Toronto Star

A filmmaker’s quest to unmask bomb maker

For Ken Dornstein, tracing suspects in Lockerbie tragedy had personal meaning

- STEVE LEBLANC

BOSTON— Ken Dornstein was 19 and home for the holidays when his family received word his 25-year-old brother, an aspiring writer living abroad, was one of 270 people killed when the New York-bound Boeing 747 he was flying on crashed in Lockerbie, Scotland.

Over the years Dornstein, who went on to become a documentar­y filmmaker, turned to his sleuthing skills to shake out critical details of one of the worst attacks against American citizens by extremists.

He spent years trying to identify the man he believes made the bomb that took down Pan Am Flight103 on Dec. 21, 1988. “When you lose someone you love, you don’t forget,” Dornstein told The Associated Press.

On Thursday, U.S. and Scottish investigat­ors said they had identified two new Libyan suspects in the bombing and want to interview them in Tripoli.

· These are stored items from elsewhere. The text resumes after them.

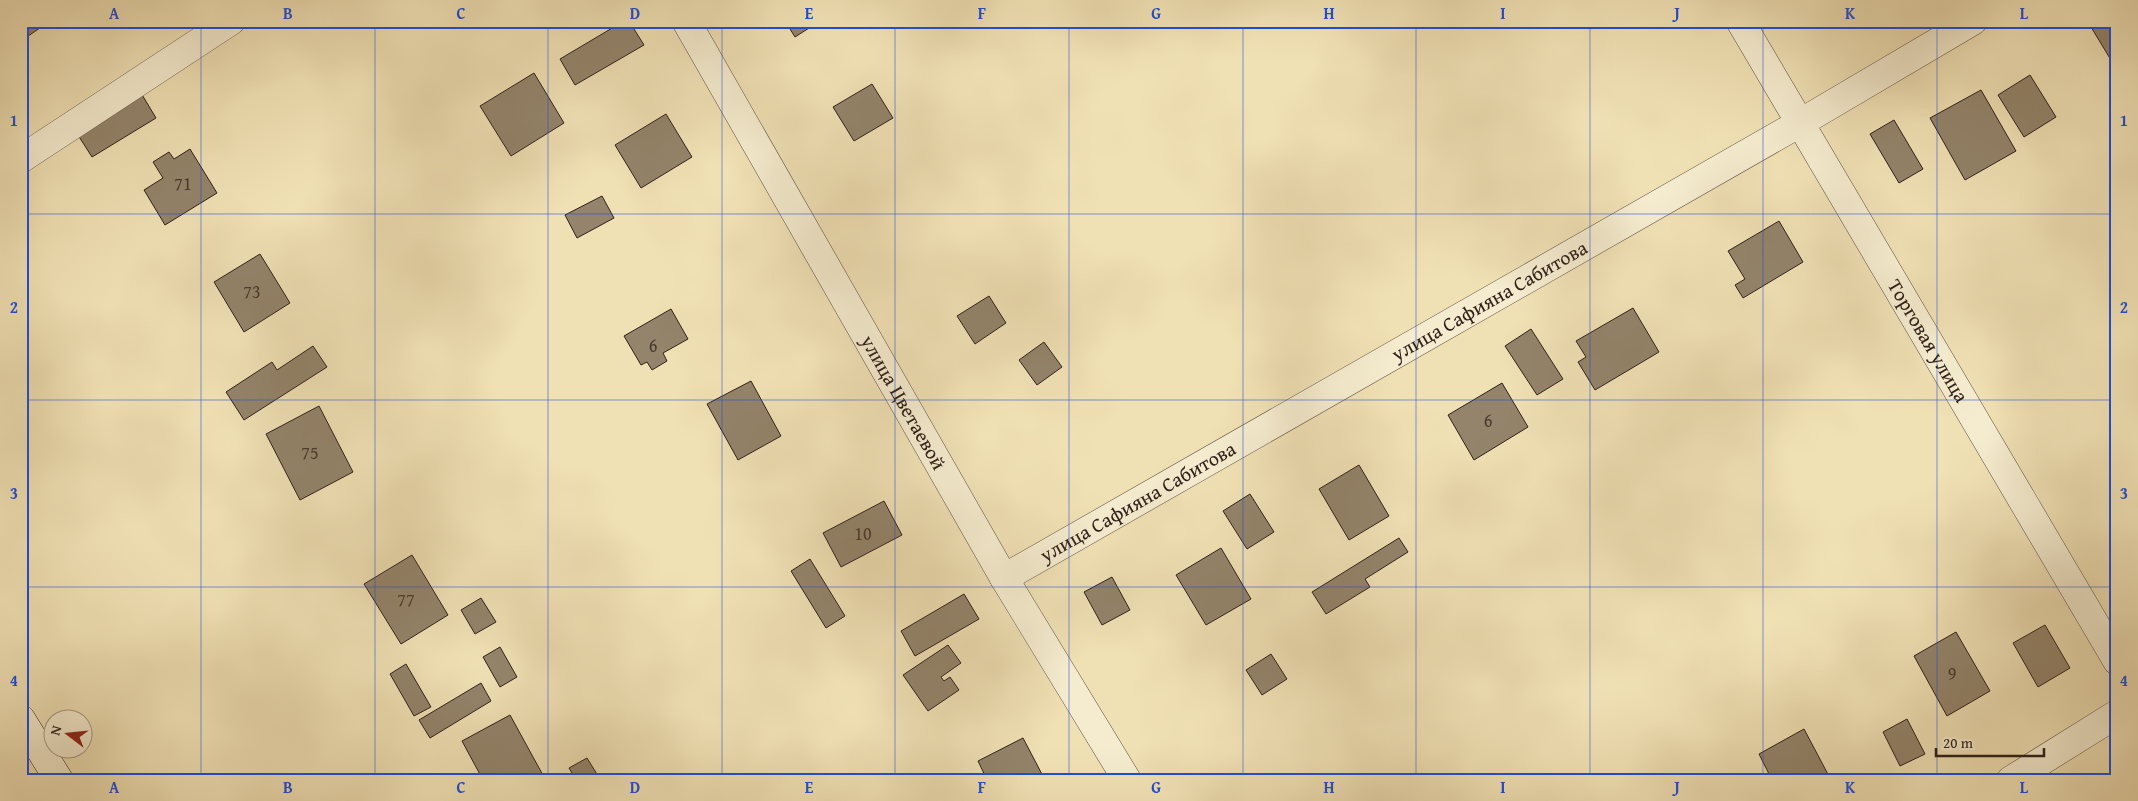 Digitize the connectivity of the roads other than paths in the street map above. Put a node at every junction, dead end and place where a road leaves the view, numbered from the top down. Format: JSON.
{"nodes":[{"id":1,"x":231,"y":21,"type":"edge"},
{"id":2,"x":686,"y":21,"type":"edge"},
{"id":3,"x":1740,"y":21,"type":"edge"},
{"id":4,"x":1973,"y":21,"type":"edge"},
{"id":5,"x":1800,"y":123,"type":"junction"},
{"id":6,"x":21,"y":159,"type":"edge"},
{"id":7,"x":1004,"y":578,"type":"junction"},
{"id":8,"x":2117,"y":661,"type":"edge"},
{"id":9,"x":2117,"y":714,"type":"edge"},
{"id":10,"x":21,"y":719,"type":"edge"},
{"id":11,"x":59,"y":780,"type":"edge"},
{"id":12,"x":1128,"y":780,"type":"edge"},
{"id":13,"x":2011,"y":780,"type":"edge"}],
"edges":[{"from":1,"to":6,"type":"street"},
{"from":2,"to":7,"type":"street","name":"улица Цветаевой"},
{"from":3,"to":5,"type":"street","name":"Торговая улица"},
{"from":4,"to":5,"type":"street","name":"улица Сафияна Сабитова"},
{"from":5,"to":7,"type":"street","name":"улица Сафияна Сабитова"},
{"from":5,"to":8,"type":"street","name":"Торговая улица"},
{"from":7,"to":12,"type":"street","name":"улица Цветаевой"},
{"from":9,"to":13,"type":"street"},
{"from":10,"to":11,"type":"street"}]} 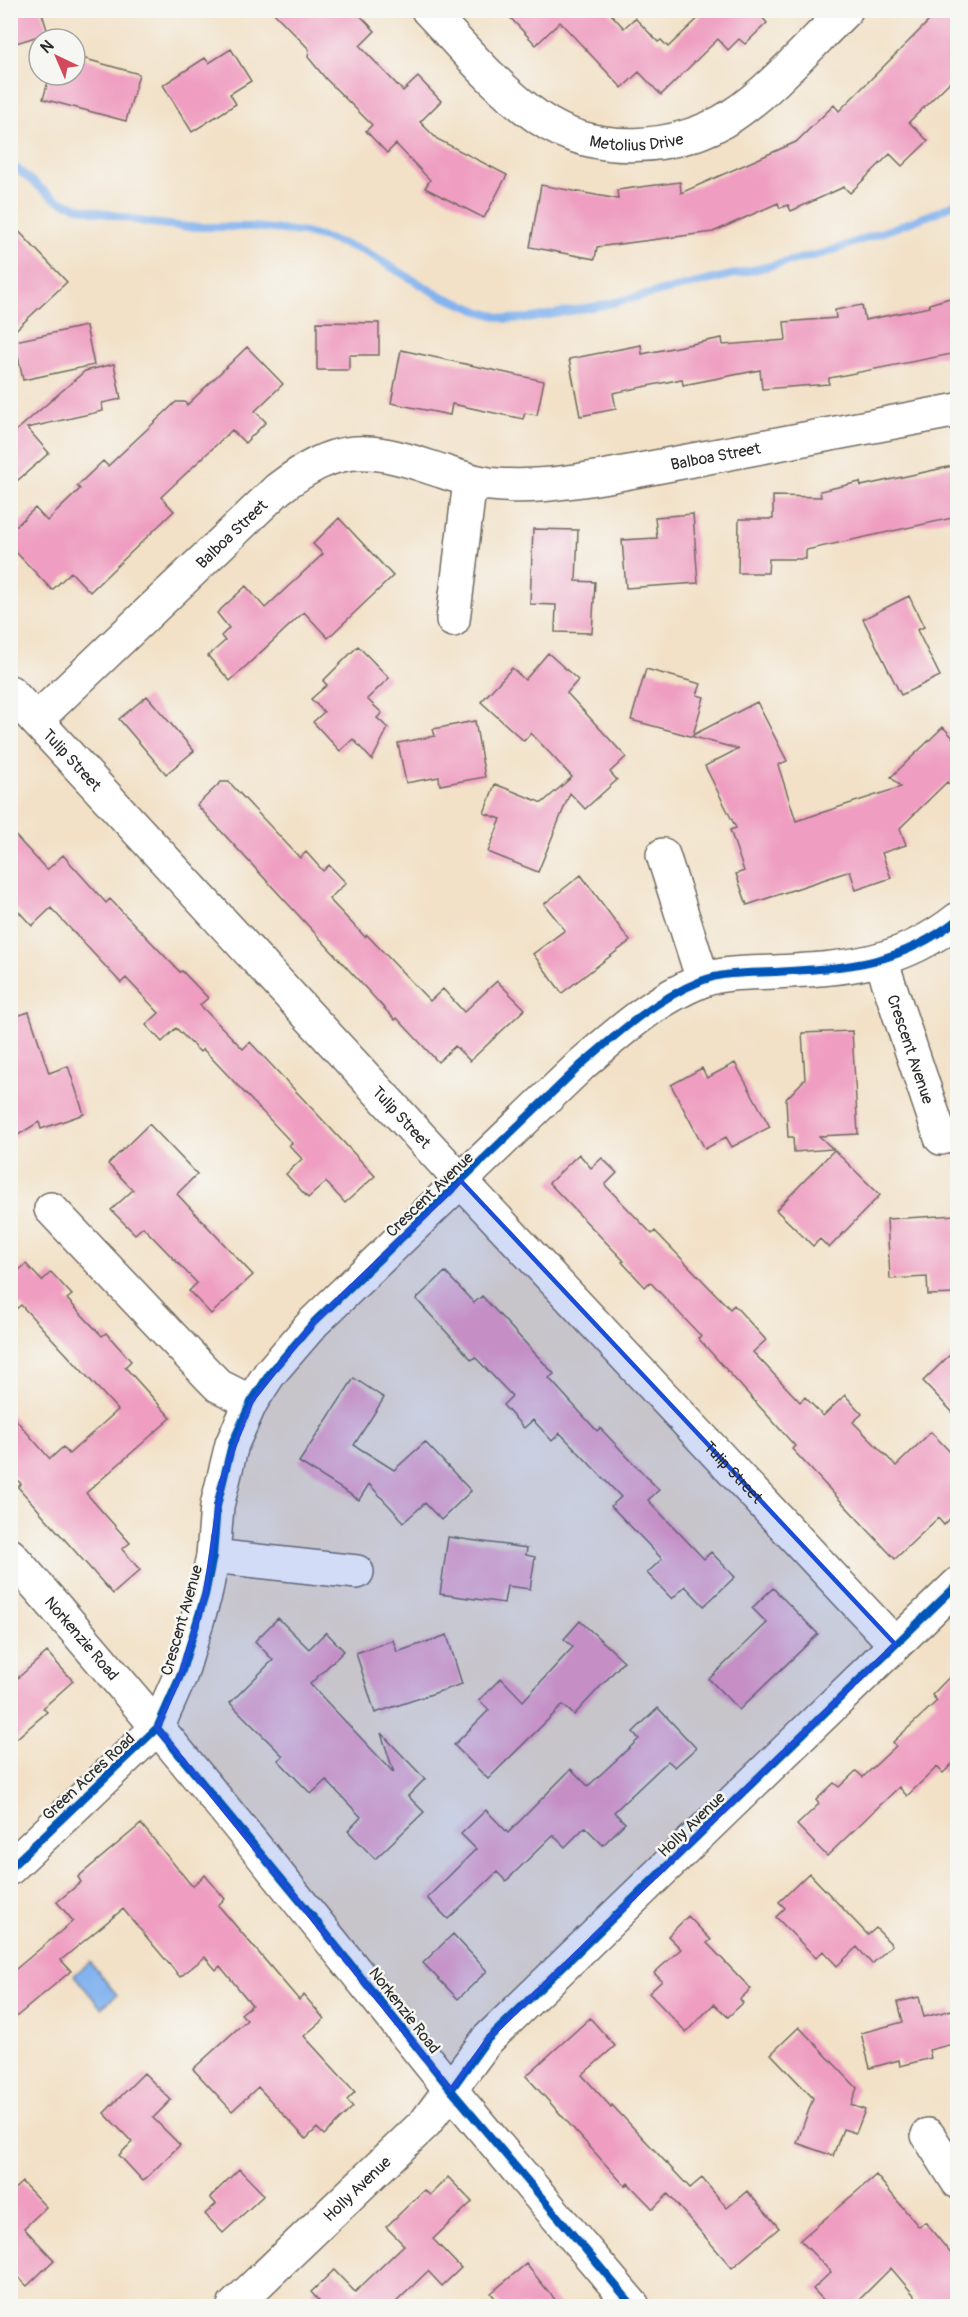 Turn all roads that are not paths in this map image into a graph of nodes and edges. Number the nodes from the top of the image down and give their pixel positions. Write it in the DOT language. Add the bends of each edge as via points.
graph roads {
  1 [pos="428,10"];
  2 [pos="842,12"];
  3 [pos="957,410"];
  4 [pos="470,481"];
  5 [pos="453,620"];
  6 [pos="10,692"];
  7 [pos="36,720"];
  8 [pos="663,855"];
  9 [pos="957,919"];
  10 [pos="881,960"];
  11 [pos="703,980"];
  12 [pos="941,1138"];
  13 [pos="461,1181"];
  14 [pos="51,1209"];
  15 [pos="251,1402"];
  16 [pos="10,1554"];
  17 [pos="213,1556"];
  18 [pos="357,1572"];
  19 [pos="957,1584"];
  20 [pos="895,1644"];
  21 [pos="157,1728"];
  22 [pos="10,1868"];
  23 [pos="451,2090"];
  24 [pos="928,2135"];
  25 [pos="957,2182"];
  26 [pos="234,2307"];
  27 [pos="633,2307"];
  1 -- 2 [label="street, Metolius Drive" via="504,89 540,119 582,138 628,145 681,138 733,116"];
  3 -- 4 [label="street, Balboa Street" via="562,483"];
  4 -- 5 [label="street"];
  4 -- 7 [label="street, Balboa Street" via="379,452 328,458 304,469 278,489"];
  6 -- 7 [label="street, Tulip Street"];
  7 -- 13 [label="street, Tulip Street"];
  8 -- 11 [label="street"];
  9 -- 10 [label="street, Crescent Avenue" via="911,949"];
  10 -- 11 [label="street, Crescent Avenue"];
  10 -- 12 [label="street, Crescent Avenue"];
  11 -- 13 [label="street, Crescent Avenue" via="628,1024"];
  13 -- 15 [label="street, Crescent Avenue" via="314,1322 270,1373"];
  13 -- 20 [label="street, Tulip Street"];
  14 -- 15 [label="street" via="219,1386"];
  15 -- 17 [label="street, Crescent Avenue" via="222,1479"];
  16 -- 21 [label="street, Norkenzie Road"];
  17 -- 18 [label="street"];
  17 -- 21 [label="street, Crescent Avenue" via="181,1674"];
  19 -- 20 [label="street, Holly Avenue"];
  20 -- 23 [label="street, Holly Avenue" via="487,2040"];
  21 -- 22 [label="street, Green Acres Road"];
  21 -- 23 [label="street, Norkenzie Road"];
  23 -- 26 [label="street, Holly Avenue" via="415,2133"];
  23 -- 27 [label="street, Norkenzie Road"];
  24 -- 25 [label="street"];
} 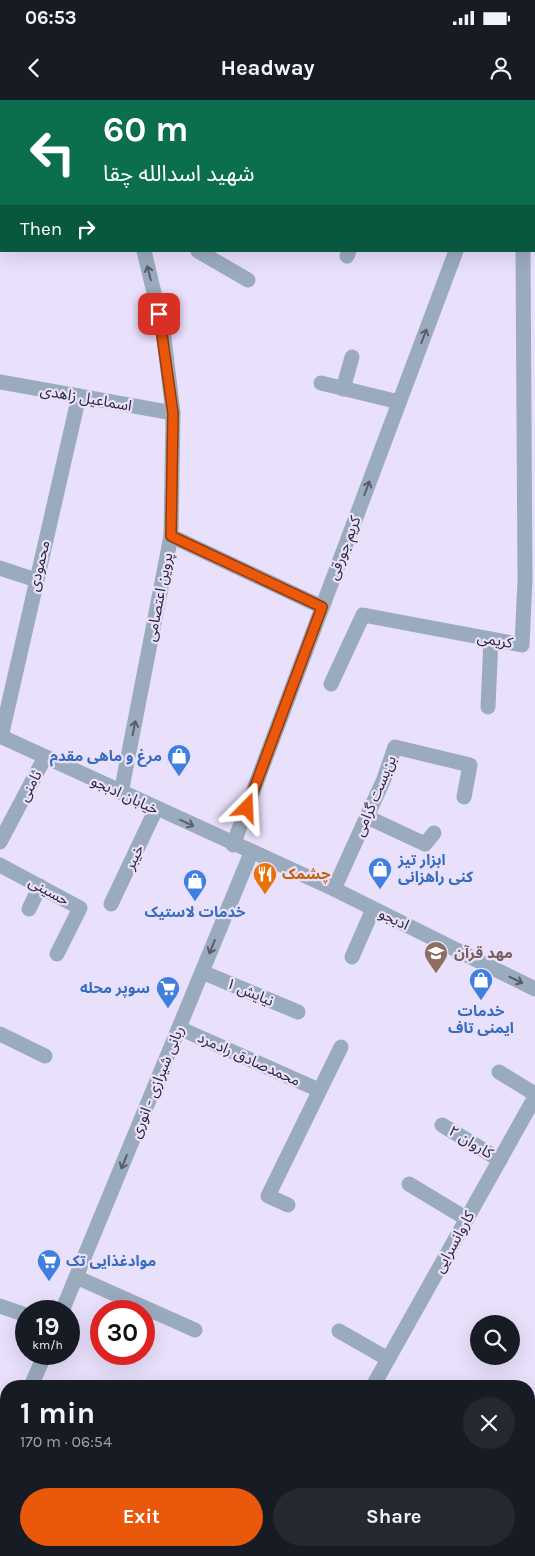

For Dornstein, 46, it has been a nearly lifelong quest that began the day his brother David died, sending him on a Byzantine chase that included searching files kept by the FBI, the former East German police and ultimately to a jail in Libya.

The first step was coming up with a list of eight to10 names of individual­s from the files of the original investigat­ion who seemed to play a role in the bombing but who had never been indicted.

In the summer of 2011, he set off for Libya.

The Somerville, Mass., resident said he quickly found out many of those named in the investigat­ion were dead.

“By my count there were three people left alive who I believe played a role in it and who I was focused on trying to identify and find,” Dornstein said.

Of those, the most intriguing was a mysterious figure who Dornstein said had been travelling with Abdel Baset al-Megrahi, the only person convicted in the attack, including on the day of the bombing.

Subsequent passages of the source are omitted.